Using the entries below, write out the line with "For a GIS import: Read", the line with "Quick job: Build", and every line in between, exactly as each is written.
** Opening Entries provided block **
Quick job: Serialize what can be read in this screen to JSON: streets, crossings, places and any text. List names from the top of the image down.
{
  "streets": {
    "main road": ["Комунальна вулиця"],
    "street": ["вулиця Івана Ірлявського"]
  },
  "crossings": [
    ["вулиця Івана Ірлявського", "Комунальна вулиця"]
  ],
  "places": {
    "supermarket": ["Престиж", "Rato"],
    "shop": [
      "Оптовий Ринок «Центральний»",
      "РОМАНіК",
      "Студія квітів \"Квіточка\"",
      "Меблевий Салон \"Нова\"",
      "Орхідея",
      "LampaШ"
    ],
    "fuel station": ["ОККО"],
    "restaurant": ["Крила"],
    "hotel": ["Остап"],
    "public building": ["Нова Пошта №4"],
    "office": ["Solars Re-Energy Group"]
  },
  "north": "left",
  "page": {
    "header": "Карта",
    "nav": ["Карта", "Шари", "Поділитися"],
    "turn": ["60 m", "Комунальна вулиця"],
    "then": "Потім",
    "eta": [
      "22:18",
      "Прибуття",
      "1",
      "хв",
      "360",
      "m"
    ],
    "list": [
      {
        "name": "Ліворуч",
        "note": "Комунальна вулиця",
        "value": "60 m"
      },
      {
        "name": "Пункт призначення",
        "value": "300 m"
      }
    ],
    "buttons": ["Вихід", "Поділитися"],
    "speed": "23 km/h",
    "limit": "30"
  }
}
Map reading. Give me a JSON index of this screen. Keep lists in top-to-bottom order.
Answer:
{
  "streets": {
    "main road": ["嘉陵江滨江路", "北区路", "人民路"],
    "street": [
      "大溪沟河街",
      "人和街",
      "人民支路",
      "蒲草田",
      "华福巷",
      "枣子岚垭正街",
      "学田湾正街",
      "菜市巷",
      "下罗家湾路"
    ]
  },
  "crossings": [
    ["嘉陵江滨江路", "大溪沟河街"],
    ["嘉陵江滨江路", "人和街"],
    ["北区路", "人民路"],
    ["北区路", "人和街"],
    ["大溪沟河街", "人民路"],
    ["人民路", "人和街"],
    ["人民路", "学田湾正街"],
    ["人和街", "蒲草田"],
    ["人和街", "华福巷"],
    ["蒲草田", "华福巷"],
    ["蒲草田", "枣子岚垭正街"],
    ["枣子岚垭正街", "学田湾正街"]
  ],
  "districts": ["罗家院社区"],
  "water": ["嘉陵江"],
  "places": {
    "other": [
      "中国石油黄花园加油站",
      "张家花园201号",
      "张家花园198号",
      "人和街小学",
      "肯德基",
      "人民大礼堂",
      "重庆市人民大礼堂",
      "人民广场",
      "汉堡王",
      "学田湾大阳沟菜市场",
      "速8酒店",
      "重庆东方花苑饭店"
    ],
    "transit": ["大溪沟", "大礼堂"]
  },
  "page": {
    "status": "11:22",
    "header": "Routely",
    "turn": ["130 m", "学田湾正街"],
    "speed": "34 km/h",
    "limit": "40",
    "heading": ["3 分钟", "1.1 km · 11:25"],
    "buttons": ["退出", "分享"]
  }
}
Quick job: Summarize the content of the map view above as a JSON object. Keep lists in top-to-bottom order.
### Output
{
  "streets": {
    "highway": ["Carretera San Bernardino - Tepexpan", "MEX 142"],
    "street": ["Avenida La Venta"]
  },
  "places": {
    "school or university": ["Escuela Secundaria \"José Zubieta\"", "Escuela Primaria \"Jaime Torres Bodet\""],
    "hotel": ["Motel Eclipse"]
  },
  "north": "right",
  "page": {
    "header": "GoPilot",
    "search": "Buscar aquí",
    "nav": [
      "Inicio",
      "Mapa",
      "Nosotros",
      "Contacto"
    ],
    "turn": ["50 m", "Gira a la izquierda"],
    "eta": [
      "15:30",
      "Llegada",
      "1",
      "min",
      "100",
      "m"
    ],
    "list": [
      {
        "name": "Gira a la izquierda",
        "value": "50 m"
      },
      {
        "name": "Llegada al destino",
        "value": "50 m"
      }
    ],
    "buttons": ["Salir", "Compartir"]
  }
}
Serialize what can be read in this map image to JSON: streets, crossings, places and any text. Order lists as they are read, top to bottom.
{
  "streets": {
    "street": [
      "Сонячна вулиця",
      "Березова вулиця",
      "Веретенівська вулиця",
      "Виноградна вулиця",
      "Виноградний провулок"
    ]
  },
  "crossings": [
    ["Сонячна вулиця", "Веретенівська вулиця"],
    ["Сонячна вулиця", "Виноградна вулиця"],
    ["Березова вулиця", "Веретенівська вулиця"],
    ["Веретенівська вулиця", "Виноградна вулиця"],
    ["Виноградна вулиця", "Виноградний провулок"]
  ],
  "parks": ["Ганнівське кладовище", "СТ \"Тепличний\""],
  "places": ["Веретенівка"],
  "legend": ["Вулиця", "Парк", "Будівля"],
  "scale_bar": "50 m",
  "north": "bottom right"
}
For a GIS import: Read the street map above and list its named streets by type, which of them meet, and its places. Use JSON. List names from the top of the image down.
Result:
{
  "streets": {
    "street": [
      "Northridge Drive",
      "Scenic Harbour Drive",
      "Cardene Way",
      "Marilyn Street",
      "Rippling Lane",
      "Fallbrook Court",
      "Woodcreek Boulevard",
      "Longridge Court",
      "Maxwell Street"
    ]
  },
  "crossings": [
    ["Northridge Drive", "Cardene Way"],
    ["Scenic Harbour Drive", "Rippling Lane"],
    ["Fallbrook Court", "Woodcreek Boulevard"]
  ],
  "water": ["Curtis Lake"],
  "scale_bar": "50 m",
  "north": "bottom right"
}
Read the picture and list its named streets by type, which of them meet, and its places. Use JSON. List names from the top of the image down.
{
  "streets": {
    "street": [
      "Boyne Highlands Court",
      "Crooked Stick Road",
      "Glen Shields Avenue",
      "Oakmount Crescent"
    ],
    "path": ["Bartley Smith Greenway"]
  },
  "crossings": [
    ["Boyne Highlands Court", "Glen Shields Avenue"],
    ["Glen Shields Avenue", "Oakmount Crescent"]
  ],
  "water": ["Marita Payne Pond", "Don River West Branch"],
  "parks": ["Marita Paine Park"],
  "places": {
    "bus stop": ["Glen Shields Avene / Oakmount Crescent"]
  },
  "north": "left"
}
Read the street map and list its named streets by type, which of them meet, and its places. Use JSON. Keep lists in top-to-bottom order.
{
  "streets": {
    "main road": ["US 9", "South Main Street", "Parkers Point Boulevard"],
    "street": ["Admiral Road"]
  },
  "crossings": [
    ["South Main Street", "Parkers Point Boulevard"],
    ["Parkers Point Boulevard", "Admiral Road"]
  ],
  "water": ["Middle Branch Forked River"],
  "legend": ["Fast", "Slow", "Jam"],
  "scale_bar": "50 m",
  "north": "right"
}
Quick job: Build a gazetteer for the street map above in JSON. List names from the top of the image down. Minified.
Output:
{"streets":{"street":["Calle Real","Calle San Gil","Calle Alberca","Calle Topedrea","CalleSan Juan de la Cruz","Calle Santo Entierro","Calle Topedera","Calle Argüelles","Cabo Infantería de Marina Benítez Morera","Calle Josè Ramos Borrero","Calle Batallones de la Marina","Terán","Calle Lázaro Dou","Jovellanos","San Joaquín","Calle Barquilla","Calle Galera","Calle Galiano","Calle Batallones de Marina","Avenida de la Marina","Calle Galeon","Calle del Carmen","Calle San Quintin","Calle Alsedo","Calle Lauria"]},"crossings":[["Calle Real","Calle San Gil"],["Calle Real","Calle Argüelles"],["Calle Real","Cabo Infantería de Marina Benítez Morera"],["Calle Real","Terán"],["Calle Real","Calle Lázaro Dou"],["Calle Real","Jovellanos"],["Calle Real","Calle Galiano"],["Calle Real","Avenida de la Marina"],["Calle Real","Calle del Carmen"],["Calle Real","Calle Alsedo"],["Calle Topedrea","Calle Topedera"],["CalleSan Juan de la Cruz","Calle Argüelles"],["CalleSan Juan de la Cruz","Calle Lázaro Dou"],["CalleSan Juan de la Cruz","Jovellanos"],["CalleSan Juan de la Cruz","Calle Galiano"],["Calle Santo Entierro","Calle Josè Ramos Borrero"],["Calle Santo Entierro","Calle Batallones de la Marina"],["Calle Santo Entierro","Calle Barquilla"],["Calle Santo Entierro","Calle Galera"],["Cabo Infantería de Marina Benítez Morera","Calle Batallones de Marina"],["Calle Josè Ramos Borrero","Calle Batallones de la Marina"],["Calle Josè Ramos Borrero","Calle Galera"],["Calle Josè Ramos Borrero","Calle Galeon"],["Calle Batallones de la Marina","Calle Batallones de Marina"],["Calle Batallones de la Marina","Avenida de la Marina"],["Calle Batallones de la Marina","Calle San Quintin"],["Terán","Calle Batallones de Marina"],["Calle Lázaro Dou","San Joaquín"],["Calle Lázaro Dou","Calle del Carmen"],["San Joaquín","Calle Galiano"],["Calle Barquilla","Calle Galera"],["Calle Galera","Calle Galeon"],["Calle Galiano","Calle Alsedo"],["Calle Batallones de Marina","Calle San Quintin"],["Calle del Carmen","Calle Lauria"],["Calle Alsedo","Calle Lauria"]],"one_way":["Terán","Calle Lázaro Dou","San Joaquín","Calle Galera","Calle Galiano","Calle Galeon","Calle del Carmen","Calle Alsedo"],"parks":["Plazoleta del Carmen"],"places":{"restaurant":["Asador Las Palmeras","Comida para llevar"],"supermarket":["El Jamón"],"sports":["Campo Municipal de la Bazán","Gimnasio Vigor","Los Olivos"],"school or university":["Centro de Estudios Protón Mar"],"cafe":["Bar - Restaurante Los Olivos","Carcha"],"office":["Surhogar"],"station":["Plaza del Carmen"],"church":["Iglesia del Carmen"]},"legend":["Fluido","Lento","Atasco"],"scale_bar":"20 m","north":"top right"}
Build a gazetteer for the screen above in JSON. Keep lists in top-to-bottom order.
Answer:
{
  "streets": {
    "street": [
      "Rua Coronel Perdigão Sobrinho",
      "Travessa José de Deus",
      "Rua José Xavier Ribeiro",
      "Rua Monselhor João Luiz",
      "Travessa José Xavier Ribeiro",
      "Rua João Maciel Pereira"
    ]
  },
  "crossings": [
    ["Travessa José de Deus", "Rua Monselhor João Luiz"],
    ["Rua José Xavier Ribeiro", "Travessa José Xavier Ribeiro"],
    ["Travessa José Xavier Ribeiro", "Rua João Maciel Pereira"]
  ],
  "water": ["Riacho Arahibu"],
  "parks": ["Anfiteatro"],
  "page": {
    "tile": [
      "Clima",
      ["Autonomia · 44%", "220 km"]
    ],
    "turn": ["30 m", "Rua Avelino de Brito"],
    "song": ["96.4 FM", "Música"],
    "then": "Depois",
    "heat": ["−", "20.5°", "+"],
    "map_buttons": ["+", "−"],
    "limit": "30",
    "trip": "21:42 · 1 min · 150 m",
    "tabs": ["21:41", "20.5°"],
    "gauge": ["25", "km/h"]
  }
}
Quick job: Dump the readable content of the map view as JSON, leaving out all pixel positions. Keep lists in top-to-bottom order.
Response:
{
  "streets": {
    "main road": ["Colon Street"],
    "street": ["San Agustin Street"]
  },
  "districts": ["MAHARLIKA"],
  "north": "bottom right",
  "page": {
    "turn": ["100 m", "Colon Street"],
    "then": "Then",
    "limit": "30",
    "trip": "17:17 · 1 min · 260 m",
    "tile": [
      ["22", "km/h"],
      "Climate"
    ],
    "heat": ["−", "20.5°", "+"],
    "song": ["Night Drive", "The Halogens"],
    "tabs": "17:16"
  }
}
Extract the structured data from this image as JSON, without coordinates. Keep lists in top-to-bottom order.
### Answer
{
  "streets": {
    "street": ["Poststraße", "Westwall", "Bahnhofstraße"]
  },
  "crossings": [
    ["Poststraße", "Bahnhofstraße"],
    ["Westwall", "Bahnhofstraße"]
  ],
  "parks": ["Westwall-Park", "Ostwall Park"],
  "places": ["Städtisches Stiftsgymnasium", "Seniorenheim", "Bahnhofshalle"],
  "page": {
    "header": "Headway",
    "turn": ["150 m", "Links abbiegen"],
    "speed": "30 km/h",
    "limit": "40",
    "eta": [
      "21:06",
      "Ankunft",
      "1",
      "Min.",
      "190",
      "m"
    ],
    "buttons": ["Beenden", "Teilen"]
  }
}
** Closing Entries provided block **
* Solution for this task
For a GIS import: Read the street map above and list its named streets by type, which of them meet, and its places. Use JSON. List names from the top of the image down.
Result:
{
  "streets": {
    "street": [
      "Northridge Drive",
      "Scenic Harbour Drive",
      "Cardene Way",
      "Marilyn Street",
      "Rippling Lane",
      "Fallbrook Court",
      "Woodcreek Boulevard",
      "Longridge Court",
      "Maxwell Street"
    ]
  },
  "crossings": [
    ["Northridge Drive", "Cardene Way"],
    ["Scenic Harbour Drive", "Rippling Lane"],
    ["Fallbrook Court", "Woodcreek Boulevard"]
  ],
  "water": ["Curtis Lake"],
  "scale_bar": "50 m",
  "north": "bottom right"
}
Read the picture and list its named streets by type, which of them meet, and its places. Use JSON. List names from the top of the image down.
{
  "streets": {
    "street": [
      "Boyne Highlands Court",
      "Crooked Stick Road",
      "Glen Shields Avenue",
      "Oakmount Crescent"
    ],
    "path": ["Bartley Smith Greenway"]
  },
  "crossings": [
    ["Boyne Highlands Court", "Glen Shields Avenue"],
    ["Glen Shields Avenue", "Oakmount Crescent"]
  ],
  "water": ["Marita Payne Pond", "Don River West Branch"],
  "parks": ["Marita Paine Park"],
  "places": {
    "bus stop": ["Glen Shields Avene / Oakmount Crescent"]
  },
  "north": "left"
}
Read the street map and list its named streets by type, which of them meet, and its places. Use JSON. Keep lists in top-to-bottom order.
{
  "streets": {
    "main road": ["US 9", "South Main Street", "Parkers Point Boulevard"],
    "street": ["Admiral Road"]
  },
  "crossings": [
    ["South Main Street", "Parkers Point Boulevard"],
    ["Parkers Point Boulevard", "Admiral Road"]
  ],
  "water": ["Middle Branch Forked River"],
  "legend": ["Fast", "Slow", "Jam"],
  "scale_bar": "50 m",
  "north": "right"
}
Quick job: Build a gazetteer for the street map above in JSON. List names from the top of the image down. Minified.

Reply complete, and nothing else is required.